In the material below, list every line carrying the string "utca".

Data supplied:
★ ★ ★

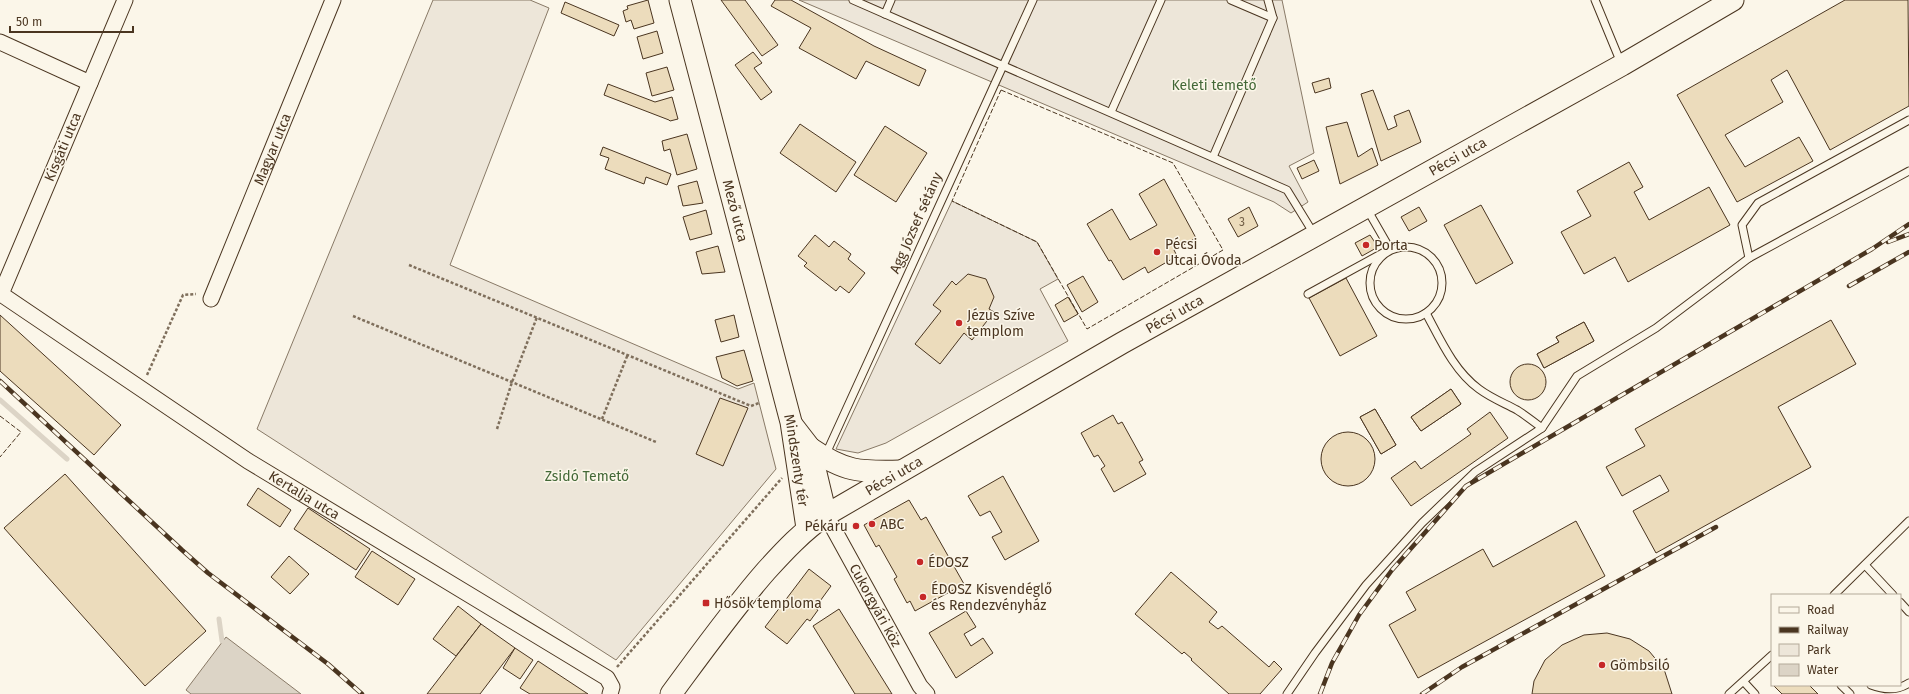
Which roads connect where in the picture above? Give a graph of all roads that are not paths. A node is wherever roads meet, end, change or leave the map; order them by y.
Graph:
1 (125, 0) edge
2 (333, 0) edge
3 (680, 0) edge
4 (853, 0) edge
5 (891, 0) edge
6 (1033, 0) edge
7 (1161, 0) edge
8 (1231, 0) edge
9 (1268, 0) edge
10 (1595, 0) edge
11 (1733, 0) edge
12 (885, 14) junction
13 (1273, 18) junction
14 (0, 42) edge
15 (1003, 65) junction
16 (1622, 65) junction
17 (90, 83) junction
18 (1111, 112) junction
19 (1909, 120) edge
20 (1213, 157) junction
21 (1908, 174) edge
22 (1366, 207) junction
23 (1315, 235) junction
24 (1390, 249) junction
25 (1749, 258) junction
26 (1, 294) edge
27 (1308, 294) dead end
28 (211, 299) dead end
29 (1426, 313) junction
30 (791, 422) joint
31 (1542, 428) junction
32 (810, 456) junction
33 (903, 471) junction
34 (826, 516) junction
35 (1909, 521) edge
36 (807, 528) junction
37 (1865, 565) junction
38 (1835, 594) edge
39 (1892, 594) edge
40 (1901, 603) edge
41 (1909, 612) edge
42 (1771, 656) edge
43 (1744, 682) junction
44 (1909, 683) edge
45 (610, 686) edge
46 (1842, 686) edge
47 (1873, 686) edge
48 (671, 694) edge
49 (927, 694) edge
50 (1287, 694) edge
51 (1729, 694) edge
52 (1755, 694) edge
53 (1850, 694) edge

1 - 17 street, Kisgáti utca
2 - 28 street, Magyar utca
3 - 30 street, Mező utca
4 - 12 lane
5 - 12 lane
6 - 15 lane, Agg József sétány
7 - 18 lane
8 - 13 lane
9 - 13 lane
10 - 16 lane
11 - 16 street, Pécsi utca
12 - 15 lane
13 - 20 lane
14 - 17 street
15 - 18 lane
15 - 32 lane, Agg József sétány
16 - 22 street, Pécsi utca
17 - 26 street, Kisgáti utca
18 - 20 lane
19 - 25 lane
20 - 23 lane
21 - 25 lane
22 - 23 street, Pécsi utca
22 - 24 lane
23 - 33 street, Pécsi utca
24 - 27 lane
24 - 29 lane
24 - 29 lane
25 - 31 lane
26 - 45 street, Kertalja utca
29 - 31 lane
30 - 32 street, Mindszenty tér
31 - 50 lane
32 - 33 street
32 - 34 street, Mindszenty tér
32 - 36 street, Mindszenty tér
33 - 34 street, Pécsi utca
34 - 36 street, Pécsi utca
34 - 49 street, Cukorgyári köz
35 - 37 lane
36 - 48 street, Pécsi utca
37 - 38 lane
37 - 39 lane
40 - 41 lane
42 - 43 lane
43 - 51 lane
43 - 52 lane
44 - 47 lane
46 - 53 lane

★ ★ ★

Solution for this exercise:
1 - 17 street, Kisgáti utca
2 - 28 street, Magyar utca
3 - 30 street, Mező utca
11 - 16 street, Pécsi utca
16 - 22 street, Pécsi utca
17 - 26 street, Kisgáti utca
22 - 23 street, Pécsi utca
23 - 33 street, Pécsi utca
26 - 45 street, Kertalja utca
33 - 34 street, Pécsi utca
34 - 36 street, Pécsi utca
36 - 48 street, Pécsi utca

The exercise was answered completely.